### TASK GOAL
Would you repeat each line below precisely as it stands?

____________________

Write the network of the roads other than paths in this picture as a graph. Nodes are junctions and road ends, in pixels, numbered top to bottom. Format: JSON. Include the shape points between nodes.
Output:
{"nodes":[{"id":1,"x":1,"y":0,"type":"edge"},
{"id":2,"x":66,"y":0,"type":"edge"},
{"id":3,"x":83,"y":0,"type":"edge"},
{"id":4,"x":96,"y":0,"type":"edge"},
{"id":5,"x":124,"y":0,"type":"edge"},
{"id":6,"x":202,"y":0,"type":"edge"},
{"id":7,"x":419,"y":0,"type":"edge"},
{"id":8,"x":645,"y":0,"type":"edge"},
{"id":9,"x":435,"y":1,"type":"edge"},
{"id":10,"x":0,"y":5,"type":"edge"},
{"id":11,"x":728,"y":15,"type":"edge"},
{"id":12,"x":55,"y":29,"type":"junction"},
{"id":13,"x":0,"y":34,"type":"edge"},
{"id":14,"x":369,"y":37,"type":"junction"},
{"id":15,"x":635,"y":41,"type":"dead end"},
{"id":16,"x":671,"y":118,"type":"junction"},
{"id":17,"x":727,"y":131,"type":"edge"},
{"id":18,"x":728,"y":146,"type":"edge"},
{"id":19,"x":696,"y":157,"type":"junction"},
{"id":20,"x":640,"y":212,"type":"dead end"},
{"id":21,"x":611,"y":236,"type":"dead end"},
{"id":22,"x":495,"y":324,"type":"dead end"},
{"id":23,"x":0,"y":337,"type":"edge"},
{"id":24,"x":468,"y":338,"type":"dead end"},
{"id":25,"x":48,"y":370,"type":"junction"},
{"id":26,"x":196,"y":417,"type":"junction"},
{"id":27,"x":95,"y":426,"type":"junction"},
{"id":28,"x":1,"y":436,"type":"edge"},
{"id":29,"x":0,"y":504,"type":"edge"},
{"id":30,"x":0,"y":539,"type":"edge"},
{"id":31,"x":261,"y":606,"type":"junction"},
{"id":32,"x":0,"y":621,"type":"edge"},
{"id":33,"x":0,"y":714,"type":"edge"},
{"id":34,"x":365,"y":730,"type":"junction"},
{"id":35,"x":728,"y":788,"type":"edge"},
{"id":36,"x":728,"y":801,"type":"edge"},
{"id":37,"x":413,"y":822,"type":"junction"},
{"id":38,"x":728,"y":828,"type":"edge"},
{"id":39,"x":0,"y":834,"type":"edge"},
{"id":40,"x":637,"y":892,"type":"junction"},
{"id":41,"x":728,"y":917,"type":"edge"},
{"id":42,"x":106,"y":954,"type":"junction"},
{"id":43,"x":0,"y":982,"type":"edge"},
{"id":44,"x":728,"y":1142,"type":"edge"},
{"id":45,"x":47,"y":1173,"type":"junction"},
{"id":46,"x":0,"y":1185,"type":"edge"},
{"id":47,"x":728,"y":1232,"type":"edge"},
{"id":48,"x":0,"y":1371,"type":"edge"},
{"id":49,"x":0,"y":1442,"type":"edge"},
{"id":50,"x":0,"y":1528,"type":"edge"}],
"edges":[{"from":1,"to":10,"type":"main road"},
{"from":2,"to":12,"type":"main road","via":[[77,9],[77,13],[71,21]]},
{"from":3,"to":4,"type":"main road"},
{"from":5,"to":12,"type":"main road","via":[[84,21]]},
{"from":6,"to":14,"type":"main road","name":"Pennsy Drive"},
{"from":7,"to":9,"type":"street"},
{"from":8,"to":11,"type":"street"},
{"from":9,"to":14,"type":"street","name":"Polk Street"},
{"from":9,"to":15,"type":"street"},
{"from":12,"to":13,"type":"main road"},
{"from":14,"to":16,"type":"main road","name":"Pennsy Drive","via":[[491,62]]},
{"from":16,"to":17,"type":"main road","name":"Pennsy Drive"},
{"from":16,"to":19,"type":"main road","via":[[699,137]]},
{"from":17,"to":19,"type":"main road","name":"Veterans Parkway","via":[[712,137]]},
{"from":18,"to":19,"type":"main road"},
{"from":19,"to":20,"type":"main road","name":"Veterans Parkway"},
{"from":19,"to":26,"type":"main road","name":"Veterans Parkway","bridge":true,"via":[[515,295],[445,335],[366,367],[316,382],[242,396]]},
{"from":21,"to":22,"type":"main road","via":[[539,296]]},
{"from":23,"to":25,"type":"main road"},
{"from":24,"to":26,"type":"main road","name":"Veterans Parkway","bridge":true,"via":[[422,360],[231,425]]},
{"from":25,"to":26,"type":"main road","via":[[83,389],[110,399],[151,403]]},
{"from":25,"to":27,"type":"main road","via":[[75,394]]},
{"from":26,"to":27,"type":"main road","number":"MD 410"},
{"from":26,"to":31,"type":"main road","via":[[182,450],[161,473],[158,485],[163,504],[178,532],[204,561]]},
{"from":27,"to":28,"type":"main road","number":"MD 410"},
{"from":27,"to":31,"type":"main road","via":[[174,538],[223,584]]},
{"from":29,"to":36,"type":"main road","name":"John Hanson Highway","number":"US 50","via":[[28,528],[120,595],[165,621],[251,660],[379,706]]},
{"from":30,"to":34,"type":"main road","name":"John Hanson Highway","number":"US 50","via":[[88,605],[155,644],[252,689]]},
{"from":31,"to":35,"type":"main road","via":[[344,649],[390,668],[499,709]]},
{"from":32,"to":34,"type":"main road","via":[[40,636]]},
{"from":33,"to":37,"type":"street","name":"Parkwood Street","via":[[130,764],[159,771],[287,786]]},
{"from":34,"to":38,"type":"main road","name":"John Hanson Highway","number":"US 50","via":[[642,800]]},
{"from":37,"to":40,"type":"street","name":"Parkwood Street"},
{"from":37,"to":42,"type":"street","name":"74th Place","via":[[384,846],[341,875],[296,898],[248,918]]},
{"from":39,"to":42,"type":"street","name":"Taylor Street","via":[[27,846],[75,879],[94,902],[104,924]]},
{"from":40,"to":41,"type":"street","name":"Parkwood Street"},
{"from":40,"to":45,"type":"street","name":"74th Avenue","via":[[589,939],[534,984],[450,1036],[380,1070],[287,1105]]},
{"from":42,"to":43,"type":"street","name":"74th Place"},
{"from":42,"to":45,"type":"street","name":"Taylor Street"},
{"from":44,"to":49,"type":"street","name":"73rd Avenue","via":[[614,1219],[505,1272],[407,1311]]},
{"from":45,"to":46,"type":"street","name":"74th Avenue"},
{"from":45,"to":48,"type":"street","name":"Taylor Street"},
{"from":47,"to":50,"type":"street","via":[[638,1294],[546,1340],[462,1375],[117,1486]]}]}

____________________

### WRITTEN REPLY
Write the network of the roads other than paths in this picture as a graph. Nodes are junctions and road ends, in pixels, numbered top to bottom. Format: JSON. Include the shape points between nodes.
Output:
{"nodes":[{"id":1,"x":1,"y":0,"type":"edge"},
{"id":2,"x":66,"y":0,"type":"edge"},
{"id":3,"x":83,"y":0,"type":"edge"},
{"id":4,"x":96,"y":0,"type":"edge"},
{"id":5,"x":124,"y":0,"type":"edge"},
{"id":6,"x":202,"y":0,"type":"edge"},
{"id":7,"x":419,"y":0,"type":"edge"},
{"id":8,"x":645,"y":0,"type":"edge"},
{"id":9,"x":435,"y":1,"type":"edge"},
{"id":10,"x":0,"y":5,"type":"edge"},
{"id":11,"x":728,"y":15,"type":"edge"},
{"id":12,"x":55,"y":29,"type":"junction"},
{"id":13,"x":0,"y":34,"type":"edge"},
{"id":14,"x":369,"y":37,"type":"junction"},
{"id":15,"x":635,"y":41,"type":"dead end"},
{"id":16,"x":671,"y":118,"type":"junction"},
{"id":17,"x":727,"y":131,"type":"edge"},
{"id":18,"x":728,"y":146,"type":"edge"},
{"id":19,"x":696,"y":157,"type":"junction"},
{"id":20,"x":640,"y":212,"type":"dead end"},
{"id":21,"x":611,"y":236,"type":"dead end"},
{"id":22,"x":495,"y":324,"type":"dead end"},
{"id":23,"x":0,"y":337,"type":"edge"},
{"id":24,"x":468,"y":338,"type":"dead end"},
{"id":25,"x":48,"y":370,"type":"junction"},
{"id":26,"x":196,"y":417,"type":"junction"},
{"id":27,"x":95,"y":426,"type":"junction"},
{"id":28,"x":1,"y":436,"type":"edge"},
{"id":29,"x":0,"y":504,"type":"edge"},
{"id":30,"x":0,"y":539,"type":"edge"},
{"id":31,"x":261,"y":606,"type":"junction"},
{"id":32,"x":0,"y":621,"type":"edge"},
{"id":33,"x":0,"y":714,"type":"edge"},
{"id":34,"x":365,"y":730,"type":"junction"},
{"id":35,"x":728,"y":788,"type":"edge"},
{"id":36,"x":728,"y":801,"type":"edge"},
{"id":37,"x":413,"y":822,"type":"junction"},
{"id":38,"x":728,"y":828,"type":"edge"},
{"id":39,"x":0,"y":834,"type":"edge"},
{"id":40,"x":637,"y":892,"type":"junction"},
{"id":41,"x":728,"y":917,"type":"edge"},
{"id":42,"x":106,"y":954,"type":"junction"},
{"id":43,"x":0,"y":982,"type":"edge"},
{"id":44,"x":728,"y":1142,"type":"edge"},
{"id":45,"x":47,"y":1173,"type":"junction"},
{"id":46,"x":0,"y":1185,"type":"edge"},
{"id":47,"x":728,"y":1232,"type":"edge"},
{"id":48,"x":0,"y":1371,"type":"edge"},
{"id":49,"x":0,"y":1442,"type":"edge"},
{"id":50,"x":0,"y":1528,"type":"edge"}],
"edges":[{"from":1,"to":10,"type":"main road"},
{"from":2,"to":12,"type":"main road","via":[[77,9],[77,13],[71,21]]},
{"from":3,"to":4,"type":"main road"},
{"from":5,"to":12,"type":"main road","via":[[84,21]]},
{"from":6,"to":14,"type":"main road","name":"Pennsy Drive"},
{"from":7,"to":9,"type":"street"},
{"from":8,"to":11,"type":"street"},
{"from":9,"to":14,"type":"street","name":"Polk Street"},
{"from":9,"to":15,"type":"street"},
{"from":12,"to":13,"type":"main road"},
{"from":14,"to":16,"type":"main road","name":"Pennsy Drive","via":[[491,62]]},
{"from":16,"to":17,"type":"main road","name":"Pennsy Drive"},
{"from":16,"to":19,"type":"main road","via":[[699,137]]},
{"from":17,"to":19,"type":"main road","name":"Veterans Parkway","via":[[712,137]]},
{"from":18,"to":19,"type":"main road"},
{"from":19,"to":20,"type":"main road","name":"Veterans Parkway"},
{"from":19,"to":26,"type":"main road","name":"Veterans Parkway","bridge":true,"via":[[515,295],[445,335],[366,367],[316,382],[242,396]]},
{"from":21,"to":22,"type":"main road","via":[[539,296]]},
{"from":23,"to":25,"type":"main road"},
{"from":24,"to":26,"type":"main road","name":"Veterans Parkway","bridge":true,"via":[[422,360],[231,425]]},
{"from":25,"to":26,"type":"main road","via":[[83,389],[110,399],[151,403]]},
{"from":25,"to":27,"type":"main road","via":[[75,394]]},
{"from":26,"to":27,"type":"main road","number":"MD 410"},
{"from":26,"to":31,"type":"main road","via":[[182,450],[161,473],[158,485],[163,504],[178,532],[204,561]]},
{"from":27,"to":28,"type":"main road","number":"MD 410"},
{"from":27,"to":31,"type":"main road","via":[[174,538],[223,584]]},
{"from":29,"to":36,"type":"main road","name":"John Hanson Highway","number":"US 50","via":[[28,528],[120,595],[165,621],[251,660],[379,706]]},
{"from":30,"to":34,"type":"main road","name":"John Hanson Highway","number":"US 50","via":[[88,605],[155,644],[252,689]]},
{"from":31,"to":35,"type":"main road","via":[[344,649],[390,668],[499,709]]},
{"from":32,"to":34,"type":"main road","via":[[40,636]]},
{"from":33,"to":37,"type":"street","name":"Parkwood Street","via":[[130,764],[159,771],[287,786]]},
{"from":34,"to":38,"type":"main road","name":"John Hanson Highway","number":"US 50","via":[[642,800]]},
{"from":37,"to":40,"type":"street","name":"Parkwood Street"},
{"from":37,"to":42,"type":"street","name":"74th Place","via":[[384,846],[341,875],[296,898],[248,918]]},
{"from":39,"to":42,"type":"street","name":"Taylor Street","via":[[27,846],[75,879],[94,902],[104,924]]},
{"from":40,"to":41,"type":"street","name":"Parkwood Street"},
{"from":40,"to":45,"type":"street","name":"74th Avenue","via":[[589,939],[534,984],[450,1036],[380,1070],[287,1105]]},
{"from":42,"to":43,"type":"street","name":"74th Place"},
{"from":42,"to":45,"type":"street","name":"Taylor Street"},
{"from":44,"to":49,"type":"street","name":"73rd Avenue","via":[[614,1219],[505,1272],[407,1311]]},
{"from":45,"to":46,"type":"street","name":"74th Avenue"},
{"from":45,"to":48,"type":"street","name":"Taylor Street"},
{"from":47,"to":50,"type":"street","via":[[638,1294],[546,1340],[462,1375],[117,1486]]}]}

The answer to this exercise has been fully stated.